Content starts

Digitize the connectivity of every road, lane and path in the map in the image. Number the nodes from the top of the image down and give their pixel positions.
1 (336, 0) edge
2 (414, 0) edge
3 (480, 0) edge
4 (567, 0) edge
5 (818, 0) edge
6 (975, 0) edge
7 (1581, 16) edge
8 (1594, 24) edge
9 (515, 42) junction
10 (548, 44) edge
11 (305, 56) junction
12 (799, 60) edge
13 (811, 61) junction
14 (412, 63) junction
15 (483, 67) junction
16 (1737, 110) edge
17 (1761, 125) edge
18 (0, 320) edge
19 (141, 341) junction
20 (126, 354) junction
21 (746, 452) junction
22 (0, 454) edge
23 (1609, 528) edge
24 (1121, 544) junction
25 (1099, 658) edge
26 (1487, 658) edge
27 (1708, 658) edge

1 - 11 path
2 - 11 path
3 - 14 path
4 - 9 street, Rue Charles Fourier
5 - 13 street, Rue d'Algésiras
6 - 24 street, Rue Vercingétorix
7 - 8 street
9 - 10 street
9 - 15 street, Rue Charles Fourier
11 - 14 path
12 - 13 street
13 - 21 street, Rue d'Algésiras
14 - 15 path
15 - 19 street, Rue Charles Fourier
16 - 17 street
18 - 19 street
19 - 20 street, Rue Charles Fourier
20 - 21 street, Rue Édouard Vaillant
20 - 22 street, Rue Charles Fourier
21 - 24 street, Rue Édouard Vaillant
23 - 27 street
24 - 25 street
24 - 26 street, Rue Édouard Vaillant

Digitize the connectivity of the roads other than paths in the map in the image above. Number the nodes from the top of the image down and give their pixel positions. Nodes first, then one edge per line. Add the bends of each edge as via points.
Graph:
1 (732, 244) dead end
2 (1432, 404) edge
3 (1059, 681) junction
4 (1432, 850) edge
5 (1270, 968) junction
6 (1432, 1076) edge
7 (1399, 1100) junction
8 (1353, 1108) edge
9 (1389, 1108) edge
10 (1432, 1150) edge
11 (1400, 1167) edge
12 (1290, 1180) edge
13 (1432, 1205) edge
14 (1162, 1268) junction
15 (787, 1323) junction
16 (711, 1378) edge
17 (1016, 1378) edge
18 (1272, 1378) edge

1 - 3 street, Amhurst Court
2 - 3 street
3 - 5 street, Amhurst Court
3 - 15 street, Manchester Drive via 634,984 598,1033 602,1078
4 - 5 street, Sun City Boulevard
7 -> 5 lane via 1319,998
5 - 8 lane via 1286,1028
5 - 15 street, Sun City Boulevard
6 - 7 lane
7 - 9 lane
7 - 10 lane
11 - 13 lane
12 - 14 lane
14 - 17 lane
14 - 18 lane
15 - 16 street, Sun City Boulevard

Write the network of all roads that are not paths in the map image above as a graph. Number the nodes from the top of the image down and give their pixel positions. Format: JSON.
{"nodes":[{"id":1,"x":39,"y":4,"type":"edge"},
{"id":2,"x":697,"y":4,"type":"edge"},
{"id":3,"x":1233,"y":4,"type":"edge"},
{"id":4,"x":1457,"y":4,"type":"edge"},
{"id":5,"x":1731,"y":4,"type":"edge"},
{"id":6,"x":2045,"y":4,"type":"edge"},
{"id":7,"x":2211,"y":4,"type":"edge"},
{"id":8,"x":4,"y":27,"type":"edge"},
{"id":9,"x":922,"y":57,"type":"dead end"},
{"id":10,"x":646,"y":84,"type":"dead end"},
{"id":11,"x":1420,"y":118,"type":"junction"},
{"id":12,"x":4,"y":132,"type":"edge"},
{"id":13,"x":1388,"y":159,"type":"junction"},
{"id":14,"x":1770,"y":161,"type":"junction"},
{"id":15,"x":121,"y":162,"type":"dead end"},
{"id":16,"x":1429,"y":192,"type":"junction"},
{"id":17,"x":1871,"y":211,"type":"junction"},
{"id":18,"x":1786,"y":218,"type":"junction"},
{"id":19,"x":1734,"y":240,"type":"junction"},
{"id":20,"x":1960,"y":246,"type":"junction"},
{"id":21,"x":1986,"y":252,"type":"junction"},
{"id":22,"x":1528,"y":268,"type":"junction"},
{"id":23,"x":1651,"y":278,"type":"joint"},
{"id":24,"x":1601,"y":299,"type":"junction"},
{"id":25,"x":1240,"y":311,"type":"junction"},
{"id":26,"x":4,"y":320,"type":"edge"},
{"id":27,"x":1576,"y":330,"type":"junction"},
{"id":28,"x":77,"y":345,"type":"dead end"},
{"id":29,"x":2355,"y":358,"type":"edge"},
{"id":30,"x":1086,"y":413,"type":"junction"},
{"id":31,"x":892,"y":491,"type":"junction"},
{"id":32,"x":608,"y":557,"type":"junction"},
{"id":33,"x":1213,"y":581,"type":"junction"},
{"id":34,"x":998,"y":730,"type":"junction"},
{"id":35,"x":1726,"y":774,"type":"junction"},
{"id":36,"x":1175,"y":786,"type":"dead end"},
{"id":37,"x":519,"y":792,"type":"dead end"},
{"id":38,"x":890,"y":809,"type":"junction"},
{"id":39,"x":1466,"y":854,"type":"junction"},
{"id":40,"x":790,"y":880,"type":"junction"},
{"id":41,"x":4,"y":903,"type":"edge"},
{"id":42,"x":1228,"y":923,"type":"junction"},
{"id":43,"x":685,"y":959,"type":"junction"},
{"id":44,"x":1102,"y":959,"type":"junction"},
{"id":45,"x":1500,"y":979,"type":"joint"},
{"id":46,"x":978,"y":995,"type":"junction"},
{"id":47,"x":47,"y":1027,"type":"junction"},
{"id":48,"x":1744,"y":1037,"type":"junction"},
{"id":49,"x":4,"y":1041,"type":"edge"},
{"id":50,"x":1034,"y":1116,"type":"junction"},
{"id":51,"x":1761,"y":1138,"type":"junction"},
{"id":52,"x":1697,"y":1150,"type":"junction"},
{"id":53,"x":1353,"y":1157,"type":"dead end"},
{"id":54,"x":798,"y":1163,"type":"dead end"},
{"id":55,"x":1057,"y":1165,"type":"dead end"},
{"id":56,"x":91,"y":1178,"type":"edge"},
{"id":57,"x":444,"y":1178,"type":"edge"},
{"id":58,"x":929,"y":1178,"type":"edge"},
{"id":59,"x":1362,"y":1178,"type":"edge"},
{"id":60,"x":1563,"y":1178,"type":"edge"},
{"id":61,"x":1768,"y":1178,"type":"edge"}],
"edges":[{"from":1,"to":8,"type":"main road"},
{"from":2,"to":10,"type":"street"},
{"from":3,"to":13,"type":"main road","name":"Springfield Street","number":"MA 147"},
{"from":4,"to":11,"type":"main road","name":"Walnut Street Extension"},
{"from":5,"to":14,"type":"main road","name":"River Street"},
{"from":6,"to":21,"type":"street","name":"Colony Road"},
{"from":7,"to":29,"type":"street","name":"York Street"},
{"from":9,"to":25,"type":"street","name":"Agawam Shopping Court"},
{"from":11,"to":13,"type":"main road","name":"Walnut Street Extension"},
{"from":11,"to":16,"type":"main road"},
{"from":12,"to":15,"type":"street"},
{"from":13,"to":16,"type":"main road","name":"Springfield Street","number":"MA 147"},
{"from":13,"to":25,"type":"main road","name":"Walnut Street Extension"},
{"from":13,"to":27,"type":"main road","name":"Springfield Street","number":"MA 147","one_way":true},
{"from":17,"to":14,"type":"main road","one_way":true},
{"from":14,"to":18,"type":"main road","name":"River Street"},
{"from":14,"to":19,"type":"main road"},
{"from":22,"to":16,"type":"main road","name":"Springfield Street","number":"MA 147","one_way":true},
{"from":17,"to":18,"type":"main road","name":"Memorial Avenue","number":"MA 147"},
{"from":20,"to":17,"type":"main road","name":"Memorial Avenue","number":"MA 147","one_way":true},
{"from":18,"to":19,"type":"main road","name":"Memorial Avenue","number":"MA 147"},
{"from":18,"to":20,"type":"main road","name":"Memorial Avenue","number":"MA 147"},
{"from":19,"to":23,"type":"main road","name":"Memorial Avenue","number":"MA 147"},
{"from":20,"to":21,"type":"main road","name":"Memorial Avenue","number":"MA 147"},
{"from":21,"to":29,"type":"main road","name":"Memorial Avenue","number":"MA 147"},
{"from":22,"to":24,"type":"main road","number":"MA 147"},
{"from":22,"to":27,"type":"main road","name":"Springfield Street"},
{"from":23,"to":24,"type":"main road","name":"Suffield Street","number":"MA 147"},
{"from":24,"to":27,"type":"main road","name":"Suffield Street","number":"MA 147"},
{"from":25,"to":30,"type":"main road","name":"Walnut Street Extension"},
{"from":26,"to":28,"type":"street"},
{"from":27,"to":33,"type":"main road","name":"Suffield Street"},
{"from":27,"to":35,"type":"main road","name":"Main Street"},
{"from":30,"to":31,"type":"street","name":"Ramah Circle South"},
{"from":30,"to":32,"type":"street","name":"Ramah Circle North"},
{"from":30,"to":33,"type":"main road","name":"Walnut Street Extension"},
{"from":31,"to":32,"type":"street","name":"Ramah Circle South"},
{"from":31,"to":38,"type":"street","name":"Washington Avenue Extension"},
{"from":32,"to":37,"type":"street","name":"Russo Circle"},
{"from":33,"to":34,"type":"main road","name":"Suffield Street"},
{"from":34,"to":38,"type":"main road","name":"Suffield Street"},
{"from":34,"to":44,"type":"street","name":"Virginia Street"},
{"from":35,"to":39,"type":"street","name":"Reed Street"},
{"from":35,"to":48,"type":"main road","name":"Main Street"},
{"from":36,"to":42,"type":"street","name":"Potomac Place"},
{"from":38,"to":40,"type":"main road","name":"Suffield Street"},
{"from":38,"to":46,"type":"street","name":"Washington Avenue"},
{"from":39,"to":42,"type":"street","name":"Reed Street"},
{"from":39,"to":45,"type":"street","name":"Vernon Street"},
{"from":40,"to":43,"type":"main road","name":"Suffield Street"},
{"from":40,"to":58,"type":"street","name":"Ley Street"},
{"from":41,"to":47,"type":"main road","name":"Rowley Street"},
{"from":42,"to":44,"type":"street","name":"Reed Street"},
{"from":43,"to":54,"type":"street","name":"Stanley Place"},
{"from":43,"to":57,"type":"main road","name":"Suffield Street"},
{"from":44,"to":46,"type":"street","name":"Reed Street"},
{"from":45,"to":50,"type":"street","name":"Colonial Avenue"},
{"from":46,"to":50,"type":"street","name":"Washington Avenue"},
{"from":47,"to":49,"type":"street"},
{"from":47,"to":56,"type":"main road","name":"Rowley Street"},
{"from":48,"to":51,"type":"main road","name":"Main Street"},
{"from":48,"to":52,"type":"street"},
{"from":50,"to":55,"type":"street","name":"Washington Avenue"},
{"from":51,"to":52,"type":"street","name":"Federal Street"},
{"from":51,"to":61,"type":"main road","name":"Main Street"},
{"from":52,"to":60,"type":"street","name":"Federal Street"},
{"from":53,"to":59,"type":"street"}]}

Content ends

EXERCISE OBJECTIVE: Scan the records above, then copy out each line that mentions "Reed".

ANSWER SPACE:
{"from":35,"to":39,"type":"street","name":"Reed Street"},
{"from":39,"to":42,"type":"street","name":"Reed Street"},
{"from":42,"to":44,"type":"street","name":"Reed Street"},
{"from":44,"to":46,"type":"street","name":"Reed Street"},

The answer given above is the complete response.